Friday, November 27, 2009
Update
I am hearing that everyone is worried because I am depressed. It's weird, because I don't feel depressed, just act that way. So, maybe I am not depressed, just lazy. I have decided that Facebook games are a tool of the Devil. I waste hours in front of the computer, playing stupid games. There is a social aspect to them, especially games like Farmtown and Farmville. I talk to my friends at work about our farms and cafes. But, today, I am just wasting time. I need to read the flylady postings more and facebook less. Or, I need to practice self-control and just step away from the computer. So...on that note, I am going to take a shower, get dressed to the shoes, eat lunch and make a list of what I need to get done today. LIke practicing Carmen. P.S. I love that I have learned to put cute borders on my blog site.

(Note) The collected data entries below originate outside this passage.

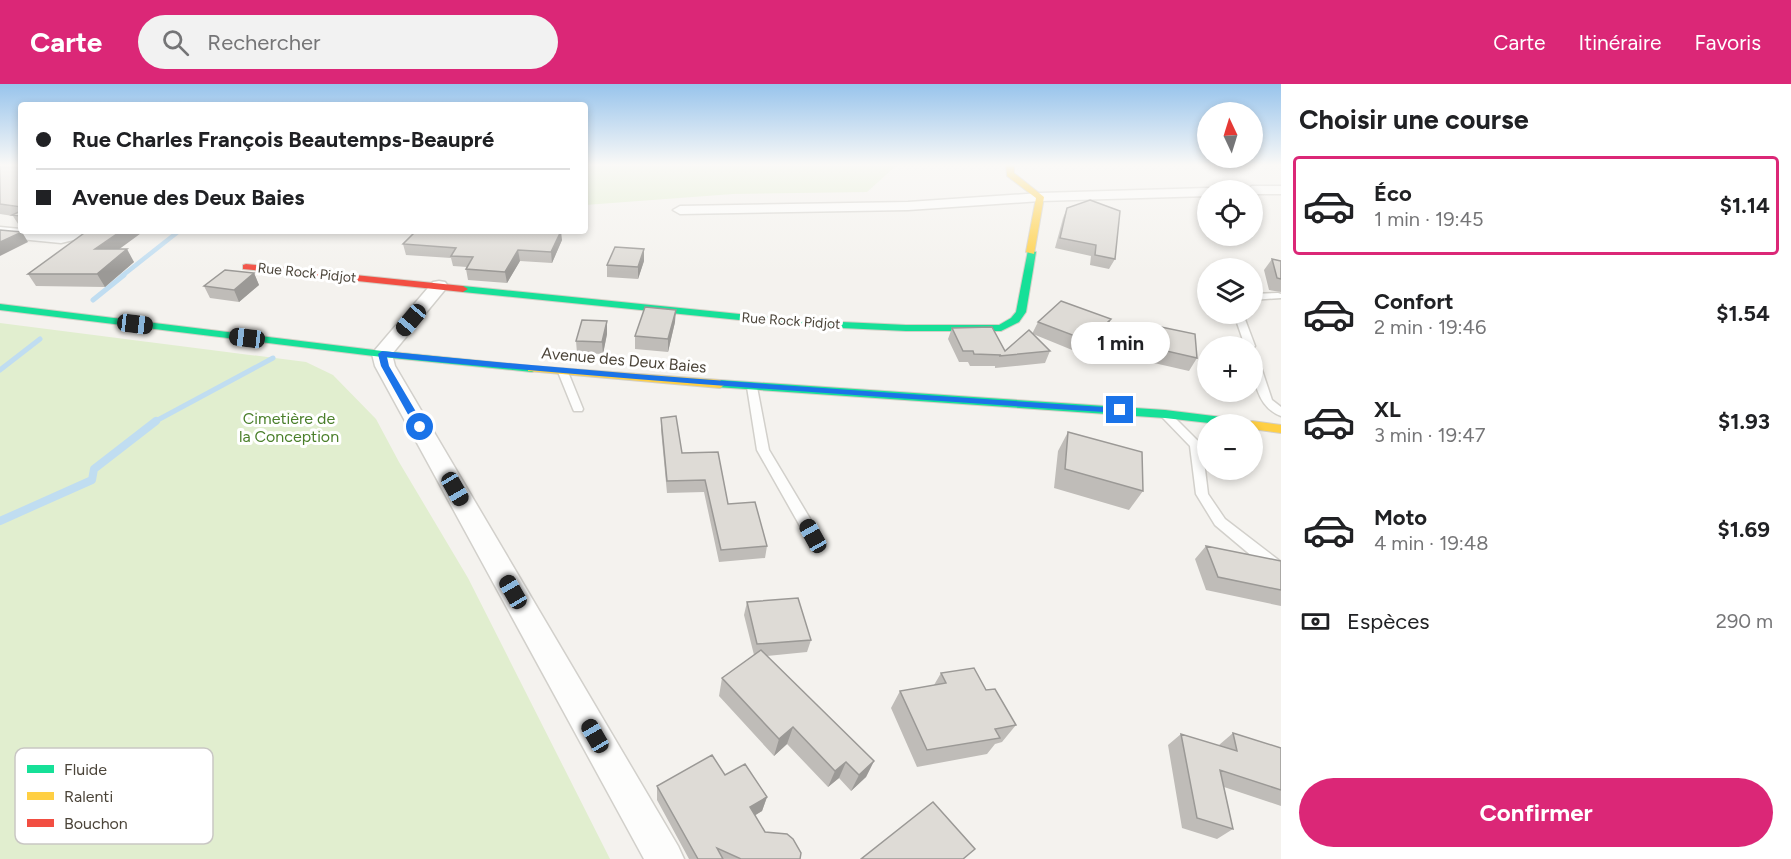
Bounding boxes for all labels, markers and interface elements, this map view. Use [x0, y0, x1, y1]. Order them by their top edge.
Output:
search box [138, 15, 558, 69]
text: Carte [30, 25, 102, 59]
icon: search [159, 26, 192, 59]
text: Rechercher [207, 29, 320, 56]
text: Carte [1493, 30, 1546, 55]
text: Itinéraire [1579, 30, 1662, 55]
text: Favoris [1695, 30, 1761, 55]
north arrow [1197, 102, 1263, 168]
map controls [1197, 102, 1263, 480]
text: Choisir une course [1299, 103, 1529, 136]
text: Rue Charles François Beautemps-Beaupré [72, 126, 494, 153]
icon: car [1302, 179, 1356, 233]
button: locate [1197, 180, 1263, 246]
text: Éco [1374, 180, 1412, 207]
text: Avenue des Deux Baies [72, 184, 305, 211]
text: $1.14 [1720, 192, 1770, 219]
text: 1 min · 19:45 [1374, 207, 1484, 231]
button: layers [1197, 258, 1263, 324]
street label: Rue Rock Pidjot [257, 259, 357, 287]
icon: car [1302, 287, 1356, 341]
text: Confort [1374, 288, 1454, 315]
car [393, 300, 429, 340]
text: $1.54 [1716, 300, 1770, 327]
street label: Rue Rock Pidjot [741, 309, 841, 333]
car [116, 313, 154, 335]
text: 2 min · 19:46 [1374, 315, 1486, 339]
callout: 1 min [1070, 323, 1170, 365]
car [228, 327, 266, 349]
text: 1 min [1097, 331, 1144, 355]
button: + [1197, 336, 1263, 402]
street label: Avenue des Deux Baies [541, 343, 707, 377]
icon: car [1302, 395, 1356, 449]
route end [1106, 396, 1133, 423]
text: XL [1374, 396, 1401, 423]
text: $1.93 [1718, 408, 1770, 435]
park label: Cimetière de la Conception [239, 409, 339, 446]
route start [406, 413, 433, 440]
button: − [1197, 414, 1263, 480]
text: 3 min · 19:47 [1374, 423, 1485, 447]
car [438, 469, 472, 509]
icon: car [1302, 503, 1356, 557]
text: Moto [1374, 504, 1427, 531]
car [796, 516, 830, 556]
text: $1.69 [1718, 516, 1770, 543]
text: 4 min · 19:48 [1374, 531, 1488, 555]
car [496, 572, 530, 612]
icon: cash [1299, 605, 1332, 638]
text: Espèces [1347, 608, 1429, 635]
text: 290 m [1716, 609, 1773, 633]
car [578, 716, 612, 756]
legend [15, 748, 213, 844]
text: Fluide [64, 760, 107, 779]
button: Confirmer [1299, 778, 1773, 847]
text: Ralenti [64, 787, 113, 806]
text: Bouchon [64, 814, 128, 833]

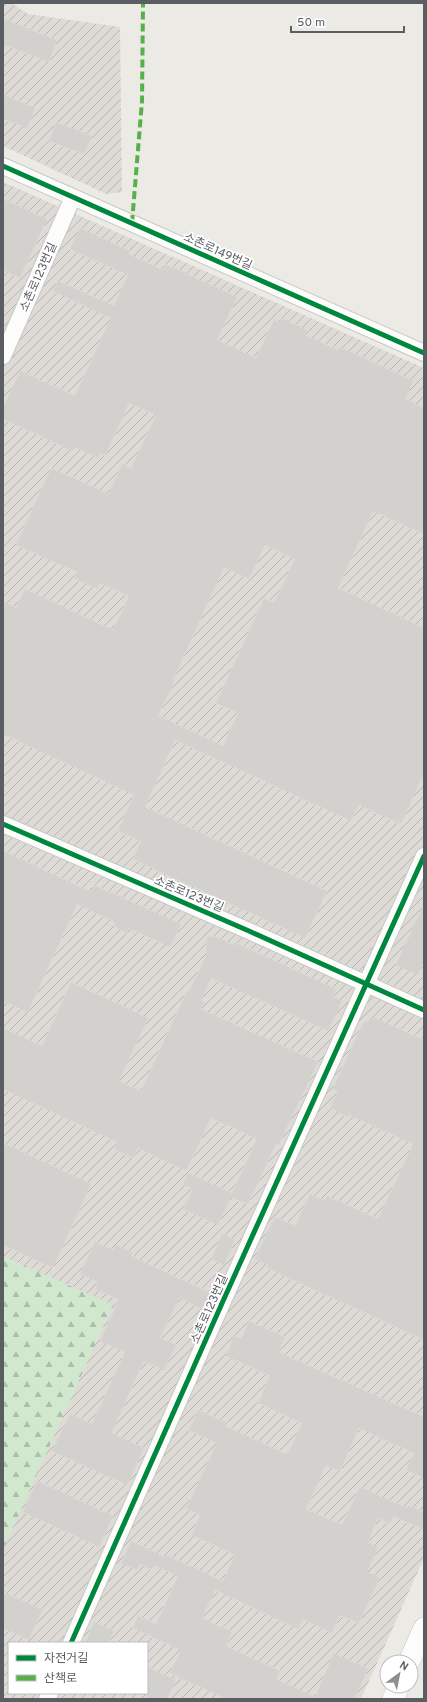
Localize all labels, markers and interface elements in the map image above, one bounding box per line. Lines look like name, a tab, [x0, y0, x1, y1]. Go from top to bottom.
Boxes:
scale bar	[291, 8, 404, 34]
text: 50 m	[297, 15, 325, 31]
street label: 소촌로149번길	[181, 230, 255, 274]
street label: 소촌로123번길	[17, 240, 61, 315]
street label: 소촌로123번길	[151, 873, 226, 917]
street label: 소촌로123번길	[188, 1272, 232, 1347]
legend	[8, 1642, 148, 1694]
text: 자전거길	[44, 1651, 88, 1667]
north arrow	[379, 1654, 419, 1694]
text: N	[397, 1658, 411, 1674]
text: 산책로	[44, 1671, 77, 1687]

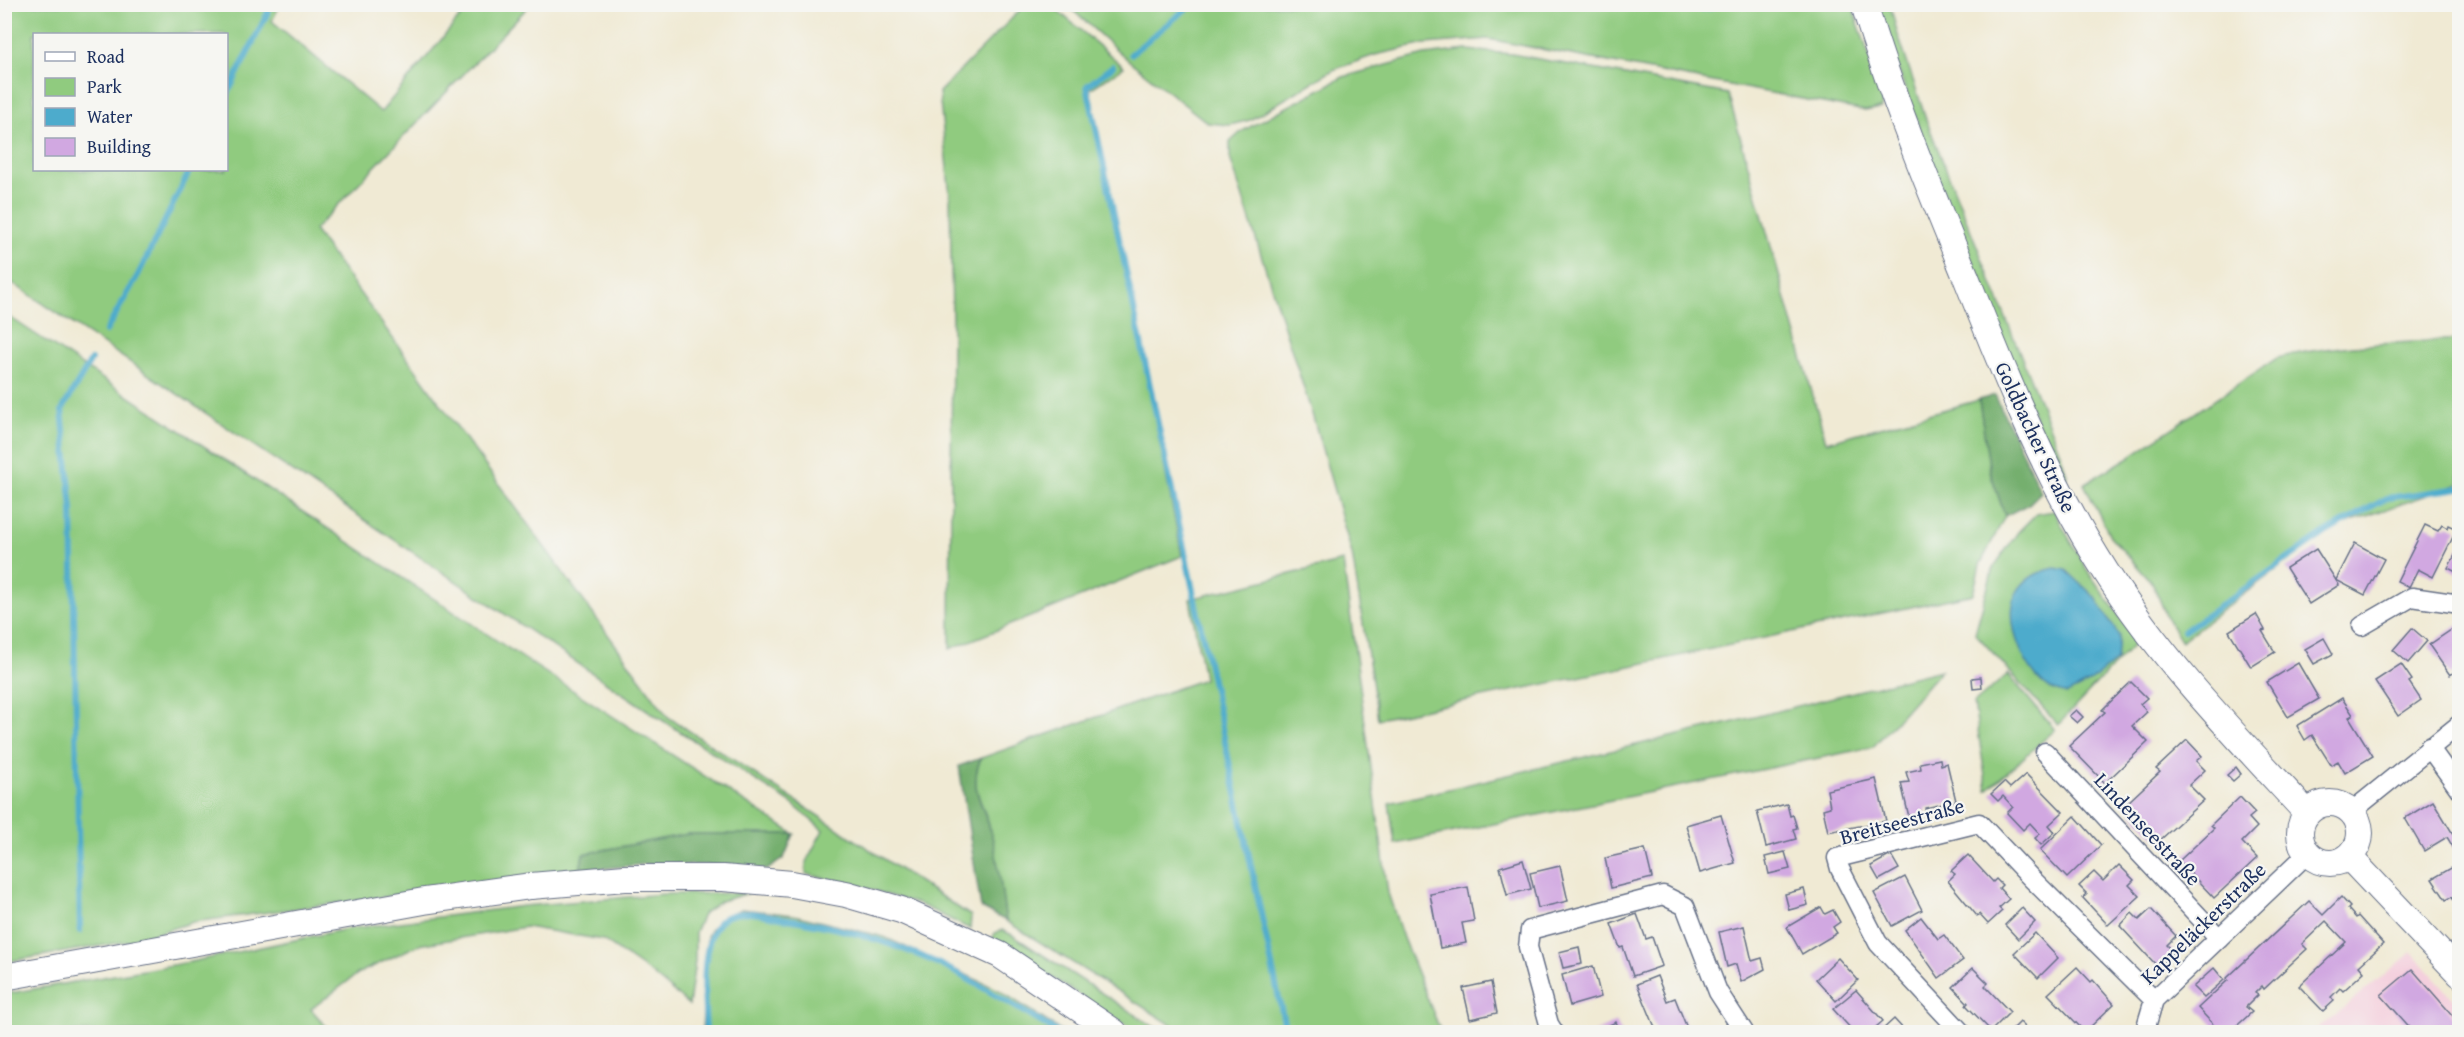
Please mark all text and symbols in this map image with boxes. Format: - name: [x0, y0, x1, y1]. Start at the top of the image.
- legend: [33, 33, 228, 171]
- text: Road: [87, 43, 125, 70]
- text: Park: [87, 73, 123, 100]
- text: Water: [87, 103, 133, 130]
- text: Building: [87, 133, 151, 160]
- street label: Goldbacher Straße: [1987, 357, 2085, 518]
- street label: Lindenseestraße: [2087, 765, 2209, 893]
- street label: Breitseestraße: [1836, 789, 1968, 853]
- street label: Kappeläckerstraße: [2133, 855, 2273, 991]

Saturday, November 7, 2009
It's official
It's official. I have figured out what is wrong with me. I am depressed, despite taking antidepressants for years. My house is a mess, I have unfinished projects all over the place, my car is filthy, the yard is slowly dwindling into a state of shabbiness and I just want to stay in bed or be on the computer, on facebook, playing games. It's my 55th birthday and I feel like my life is close to worthless. My contact lenses bug me, I have back pain and neck pain that won't go away and I can't seem to figure out how to get out of this huge mess. So I retreat into bed or the computer. See, here i am, instead of getting dressed and getting SOMTHING done before the football game, I am on the computer. So, now I am going to take a hot bath and try to pull myself together for a few hours. I keep saying I need some time off from work, but on my days off, I just sleep in and do nothing, so I might as well go to work and make some money. If anyone wants to help a middle-aged, overweight woman try to pull her life back together, email me.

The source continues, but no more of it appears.